Mobile the Choice for Millennials

The old method of packing retail locations into malls to attract business has certainly lost its charm to consumers and nowhere more-so than with the prime millennial demographic, according to JLL Research.

With millennials accounting for such a prime slice of of the retail demographic, they cannot simply be ignored. According to the report. “they’re on track to spend $1.4 trillion annually by 2020, accounting for roughly 30 percent of all retail sales.”

What can retailers do to attract the millennial demographic?

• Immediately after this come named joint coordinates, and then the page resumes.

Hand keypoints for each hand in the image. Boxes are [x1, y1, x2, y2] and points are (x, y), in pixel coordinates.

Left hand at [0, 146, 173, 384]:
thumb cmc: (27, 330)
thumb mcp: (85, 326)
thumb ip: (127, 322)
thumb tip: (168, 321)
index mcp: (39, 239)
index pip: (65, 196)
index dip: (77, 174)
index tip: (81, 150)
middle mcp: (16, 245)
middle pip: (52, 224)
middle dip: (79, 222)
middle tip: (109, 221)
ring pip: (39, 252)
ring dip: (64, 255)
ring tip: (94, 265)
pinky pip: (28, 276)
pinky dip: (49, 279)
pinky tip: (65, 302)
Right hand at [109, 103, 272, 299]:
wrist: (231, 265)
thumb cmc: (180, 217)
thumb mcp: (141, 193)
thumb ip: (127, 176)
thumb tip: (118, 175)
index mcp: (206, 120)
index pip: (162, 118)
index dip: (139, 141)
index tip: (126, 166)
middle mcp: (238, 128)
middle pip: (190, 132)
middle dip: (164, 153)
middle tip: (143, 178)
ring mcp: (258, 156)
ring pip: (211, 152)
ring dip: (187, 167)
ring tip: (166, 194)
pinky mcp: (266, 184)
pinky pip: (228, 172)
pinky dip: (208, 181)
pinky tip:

The study from JLL Research suggests some strategies for appealing to millennials:

1.  Meet millennials via mobile and online  –  Millennials are technologically oriented and connect with the world through mobile devices. Mobile applications and mobile web sites are essential to connecting with millenials.

2. Offer coupons and sales –  Millennials like a good deal. While they collectively wield great spending power, individually many are unemployed or underemployed. Coupons and targeted promotions work well and research shows that 38% of millennials are influenced by savings-related signs and in-store displays (compared with 28% of all shoppers).

3. Have a physical location – Millennials prefer to buy in stores. JLL Research shows that millennials will seek out good deals online but gravitate to gathering places and experiences that retail properties can offer when it comes time to buy. This gives millennials an opportunity to touch the products prior to purchase as well. Millennials like to touch and try out product

By developing you marketing plans around the way millennials connect with the world, your business can benefit.

“Millenials have strong skills with mobile devices and are apt to use those skills when shopping,” according to Kimber Johnson, Managing Director Vanity Point, he continues, “they are quick to search product reviews and look for the best prices. Retailers that give them the tools they are looking for on their mobile applications and web sites are at a definite advantage when it comes to marketing to millennials.”